▸ **Problem details**: From the listing below, select every line where the word "GREENFIELD" appears.

▸ **Data in this exercise**:
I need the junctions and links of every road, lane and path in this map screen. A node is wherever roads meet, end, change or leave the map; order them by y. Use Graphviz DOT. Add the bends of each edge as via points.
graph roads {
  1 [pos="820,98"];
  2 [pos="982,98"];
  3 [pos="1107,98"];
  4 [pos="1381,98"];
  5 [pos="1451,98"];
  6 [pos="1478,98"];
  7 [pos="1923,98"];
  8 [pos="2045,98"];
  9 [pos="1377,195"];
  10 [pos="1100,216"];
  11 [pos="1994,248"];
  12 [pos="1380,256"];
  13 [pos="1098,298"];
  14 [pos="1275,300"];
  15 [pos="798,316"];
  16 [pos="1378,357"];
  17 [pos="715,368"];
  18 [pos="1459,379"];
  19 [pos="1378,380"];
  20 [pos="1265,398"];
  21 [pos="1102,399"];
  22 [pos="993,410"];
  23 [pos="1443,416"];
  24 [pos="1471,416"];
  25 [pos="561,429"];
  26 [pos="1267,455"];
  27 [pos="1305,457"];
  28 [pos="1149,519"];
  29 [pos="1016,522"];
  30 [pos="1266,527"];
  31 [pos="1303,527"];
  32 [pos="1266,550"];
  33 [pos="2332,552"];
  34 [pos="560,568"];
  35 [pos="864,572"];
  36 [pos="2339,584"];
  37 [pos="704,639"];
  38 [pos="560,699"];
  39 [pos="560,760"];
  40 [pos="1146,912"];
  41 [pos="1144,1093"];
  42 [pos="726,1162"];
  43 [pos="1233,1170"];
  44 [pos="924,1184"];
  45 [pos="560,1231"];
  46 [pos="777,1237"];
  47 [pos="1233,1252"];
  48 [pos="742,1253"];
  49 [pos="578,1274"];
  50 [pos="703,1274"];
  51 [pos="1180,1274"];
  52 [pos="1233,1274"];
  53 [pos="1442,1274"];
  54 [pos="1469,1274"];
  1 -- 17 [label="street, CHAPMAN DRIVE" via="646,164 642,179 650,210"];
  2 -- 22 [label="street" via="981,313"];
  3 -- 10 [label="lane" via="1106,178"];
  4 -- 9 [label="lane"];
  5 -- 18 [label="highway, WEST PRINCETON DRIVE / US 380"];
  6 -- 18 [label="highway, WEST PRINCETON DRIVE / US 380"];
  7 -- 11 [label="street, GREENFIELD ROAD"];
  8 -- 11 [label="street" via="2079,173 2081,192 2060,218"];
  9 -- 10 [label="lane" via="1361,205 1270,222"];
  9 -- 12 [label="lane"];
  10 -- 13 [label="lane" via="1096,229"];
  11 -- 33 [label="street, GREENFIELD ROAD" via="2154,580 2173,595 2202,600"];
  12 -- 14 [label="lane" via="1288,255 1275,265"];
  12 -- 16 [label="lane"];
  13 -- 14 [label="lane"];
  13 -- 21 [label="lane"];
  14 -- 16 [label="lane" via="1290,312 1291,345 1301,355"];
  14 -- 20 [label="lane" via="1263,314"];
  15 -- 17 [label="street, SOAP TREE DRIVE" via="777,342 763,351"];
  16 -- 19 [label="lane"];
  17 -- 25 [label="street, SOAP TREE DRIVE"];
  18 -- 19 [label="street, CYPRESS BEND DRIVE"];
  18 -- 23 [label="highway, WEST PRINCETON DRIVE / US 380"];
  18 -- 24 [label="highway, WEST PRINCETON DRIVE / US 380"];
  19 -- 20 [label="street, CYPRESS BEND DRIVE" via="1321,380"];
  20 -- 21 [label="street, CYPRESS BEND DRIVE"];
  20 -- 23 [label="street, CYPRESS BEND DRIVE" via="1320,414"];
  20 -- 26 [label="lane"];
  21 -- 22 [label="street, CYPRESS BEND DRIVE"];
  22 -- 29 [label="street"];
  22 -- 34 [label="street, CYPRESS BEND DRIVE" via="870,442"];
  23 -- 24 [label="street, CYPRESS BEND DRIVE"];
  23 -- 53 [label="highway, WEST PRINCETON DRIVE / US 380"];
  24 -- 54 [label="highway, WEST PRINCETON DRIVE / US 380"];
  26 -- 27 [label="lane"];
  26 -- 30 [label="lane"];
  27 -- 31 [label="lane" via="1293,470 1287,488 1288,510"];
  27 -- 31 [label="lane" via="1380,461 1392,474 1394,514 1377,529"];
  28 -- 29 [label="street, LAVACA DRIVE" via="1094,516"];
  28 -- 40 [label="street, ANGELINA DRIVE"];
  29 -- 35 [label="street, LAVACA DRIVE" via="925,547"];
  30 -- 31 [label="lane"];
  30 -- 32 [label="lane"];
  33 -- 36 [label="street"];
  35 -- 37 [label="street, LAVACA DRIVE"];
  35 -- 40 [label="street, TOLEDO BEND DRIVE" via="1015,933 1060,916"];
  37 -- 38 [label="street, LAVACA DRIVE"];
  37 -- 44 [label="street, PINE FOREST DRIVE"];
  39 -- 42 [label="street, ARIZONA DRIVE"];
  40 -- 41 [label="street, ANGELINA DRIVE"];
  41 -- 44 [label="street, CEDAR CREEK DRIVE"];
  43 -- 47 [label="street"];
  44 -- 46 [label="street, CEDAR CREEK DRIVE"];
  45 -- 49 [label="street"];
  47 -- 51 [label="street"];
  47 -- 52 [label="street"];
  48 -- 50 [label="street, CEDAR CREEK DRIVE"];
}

▸ **Solution to the exercise**:
  7 -- 11 [label="street, GREENFIELD ROAD"];
  11 -- 33 [label="street, GREENFIELD ROAD" via="2154,580 2173,595 2202,600"];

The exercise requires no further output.